4) There are several ways to run these in series. They must be run in series, because the second manager script needs the first one to complete before running.

Option 1: run the first script. Wait for it to finish. Then run the second script.

cd "path to the top level of your experiment's directory"

sbatch Mapping_and_Trimming_manager.sh

#... wait ...

sbatch Bam_to_GRanges_Manager.sh

Option 2: use the --dependency option in slurm to let the first job complete before starting the second:

jobID=$(sbatch Mapping_and_Trimming_manager.sh)
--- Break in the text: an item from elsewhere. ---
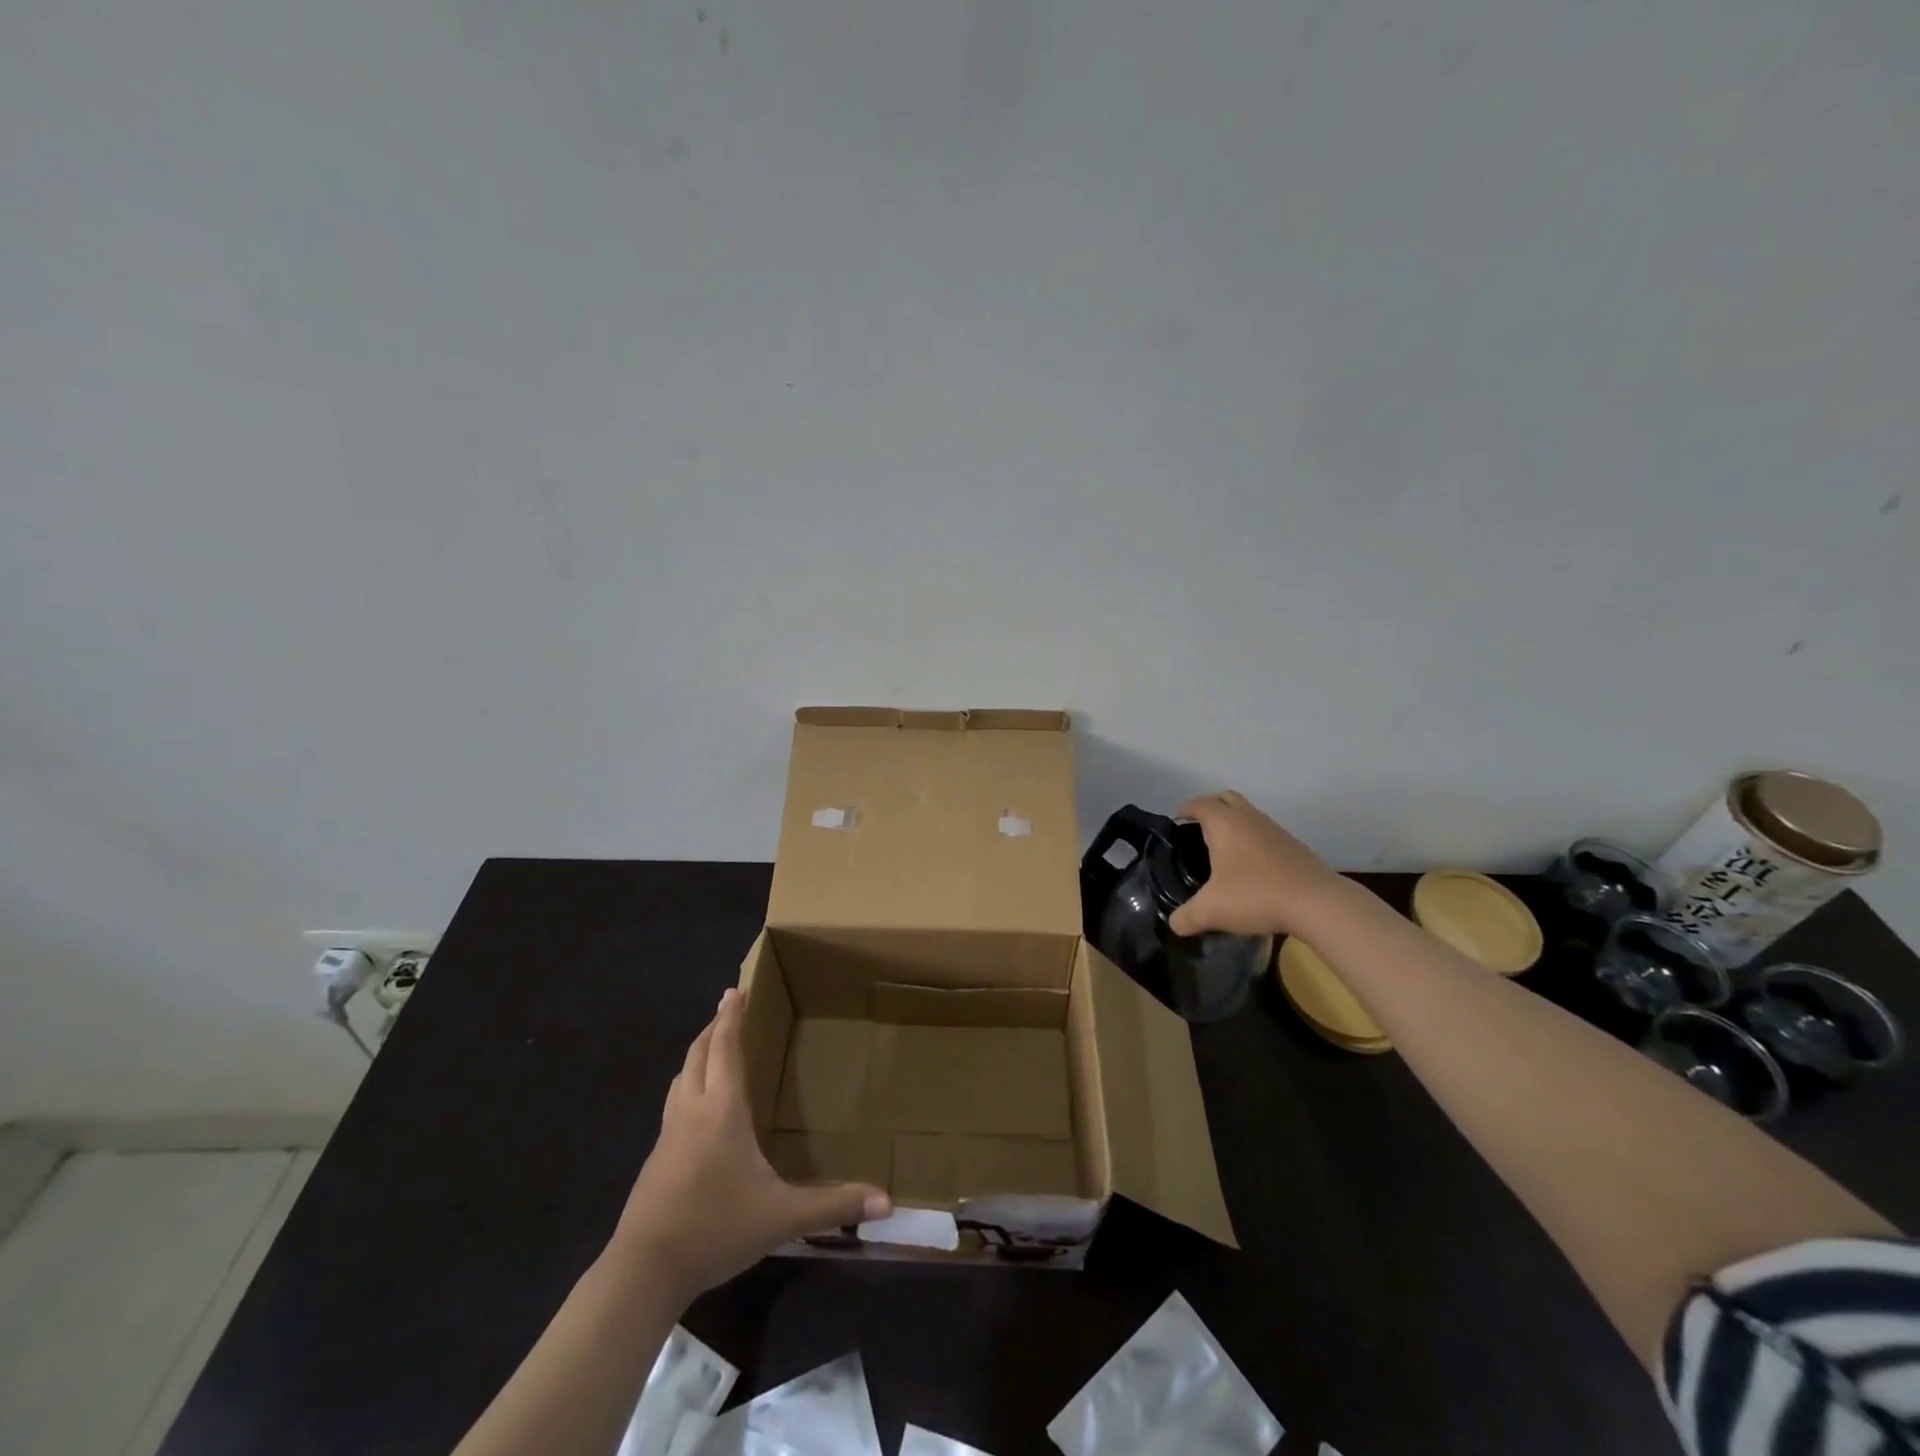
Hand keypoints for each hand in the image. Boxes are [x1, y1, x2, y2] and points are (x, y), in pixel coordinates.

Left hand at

sbatch --dependency=afterok:$jobID Bam_to_GRanges_Manager.sh

A call to sbatch returns the JobID to stdout, which in the above code, we assign to the variable jobID. Then, what happens is in the second call to sbatch, the --dependency=afterok:$jobID option means that the second command will not start until the job associated with the first JobID is completed with an "ok" status.

The downside to this is, of course, that if problems are encountered in the first job, then the second job will never initiate.